| What is needed |
Give a single number in reply. It is the count of lines below that contain the string "Hellweg".

Saved entries
*** Block opens ***
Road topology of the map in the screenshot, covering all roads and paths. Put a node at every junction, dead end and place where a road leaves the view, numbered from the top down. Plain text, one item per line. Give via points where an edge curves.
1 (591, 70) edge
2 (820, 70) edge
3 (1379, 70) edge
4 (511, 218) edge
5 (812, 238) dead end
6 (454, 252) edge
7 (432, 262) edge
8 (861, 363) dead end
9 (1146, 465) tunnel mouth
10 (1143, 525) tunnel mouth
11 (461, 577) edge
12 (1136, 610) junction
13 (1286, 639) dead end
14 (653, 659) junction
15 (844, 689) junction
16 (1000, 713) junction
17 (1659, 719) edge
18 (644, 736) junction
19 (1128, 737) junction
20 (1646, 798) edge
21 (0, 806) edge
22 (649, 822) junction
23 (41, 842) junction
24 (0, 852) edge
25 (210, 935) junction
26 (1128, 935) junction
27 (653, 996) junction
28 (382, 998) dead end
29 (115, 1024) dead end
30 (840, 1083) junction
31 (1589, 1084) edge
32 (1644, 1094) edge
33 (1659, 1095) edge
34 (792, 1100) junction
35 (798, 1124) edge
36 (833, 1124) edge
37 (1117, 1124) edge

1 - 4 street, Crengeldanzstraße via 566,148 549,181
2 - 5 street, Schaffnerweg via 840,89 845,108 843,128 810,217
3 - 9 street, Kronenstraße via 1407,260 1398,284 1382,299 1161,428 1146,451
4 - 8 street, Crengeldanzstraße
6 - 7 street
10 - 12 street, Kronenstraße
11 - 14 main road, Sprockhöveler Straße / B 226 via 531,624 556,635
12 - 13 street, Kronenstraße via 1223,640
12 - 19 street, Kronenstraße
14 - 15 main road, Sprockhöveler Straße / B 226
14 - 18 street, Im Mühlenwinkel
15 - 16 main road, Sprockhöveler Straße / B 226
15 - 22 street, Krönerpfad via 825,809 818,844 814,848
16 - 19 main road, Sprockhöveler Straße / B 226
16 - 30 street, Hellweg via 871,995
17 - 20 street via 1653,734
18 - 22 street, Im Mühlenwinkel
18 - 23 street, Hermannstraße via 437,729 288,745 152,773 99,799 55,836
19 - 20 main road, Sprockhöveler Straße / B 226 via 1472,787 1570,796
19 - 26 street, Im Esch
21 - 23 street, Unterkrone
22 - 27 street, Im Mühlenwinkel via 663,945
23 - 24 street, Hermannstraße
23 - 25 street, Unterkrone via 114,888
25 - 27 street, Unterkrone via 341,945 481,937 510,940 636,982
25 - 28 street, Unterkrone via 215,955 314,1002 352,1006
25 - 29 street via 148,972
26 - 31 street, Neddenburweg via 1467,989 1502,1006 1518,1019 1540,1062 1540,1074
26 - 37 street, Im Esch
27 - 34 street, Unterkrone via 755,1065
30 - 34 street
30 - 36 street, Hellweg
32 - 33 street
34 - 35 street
*** Block closes ***
| Finished exercise |
2